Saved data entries
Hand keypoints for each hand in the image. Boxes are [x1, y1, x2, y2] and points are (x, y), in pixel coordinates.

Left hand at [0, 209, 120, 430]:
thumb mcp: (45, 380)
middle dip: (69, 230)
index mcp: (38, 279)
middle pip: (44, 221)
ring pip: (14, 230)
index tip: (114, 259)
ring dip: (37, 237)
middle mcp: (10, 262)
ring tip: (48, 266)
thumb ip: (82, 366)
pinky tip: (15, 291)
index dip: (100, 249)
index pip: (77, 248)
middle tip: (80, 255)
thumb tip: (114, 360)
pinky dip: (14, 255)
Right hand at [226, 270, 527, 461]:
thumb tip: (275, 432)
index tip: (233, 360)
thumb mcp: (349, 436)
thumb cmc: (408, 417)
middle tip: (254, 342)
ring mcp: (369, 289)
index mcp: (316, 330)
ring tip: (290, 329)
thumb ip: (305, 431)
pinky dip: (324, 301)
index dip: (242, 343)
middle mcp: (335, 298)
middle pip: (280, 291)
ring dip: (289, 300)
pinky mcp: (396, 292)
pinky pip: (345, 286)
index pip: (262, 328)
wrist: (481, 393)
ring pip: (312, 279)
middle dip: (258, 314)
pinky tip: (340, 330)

TASK REQUIREMENTS
Beginning with the line that has "pinky tip: (15, 291)", set down each line through the last one above, exactly, and nothing else.

EXERCISE SOLUTION
pinky tip: (15, 291)
index dip: (100, 249)
index pip: (77, 248)
middle tip: (80, 255)
thumb tip: (114, 360)
pinky dip: (14, 255)
Right hand at [226, 270, 527, 461]:
thumb tip: (275, 432)
index tip: (233, 360)
thumb mcp: (349, 436)
thumb cmc: (408, 417)
middle tip: (254, 342)
ring mcp: (369, 289)
index mcp: (316, 330)
ring tip: (290, 329)
thumb ip: (305, 431)
pinky dip: (324, 301)
index dip: (242, 343)
middle mcp: (335, 298)
middle pip: (280, 291)
ring dip: (289, 300)
pinky mcp: (396, 292)
pinky pip: (345, 286)
index pip: (262, 328)
wrist: (481, 393)
ring pip: (312, 279)
middle dip: (258, 314)
pinky tip: (340, 330)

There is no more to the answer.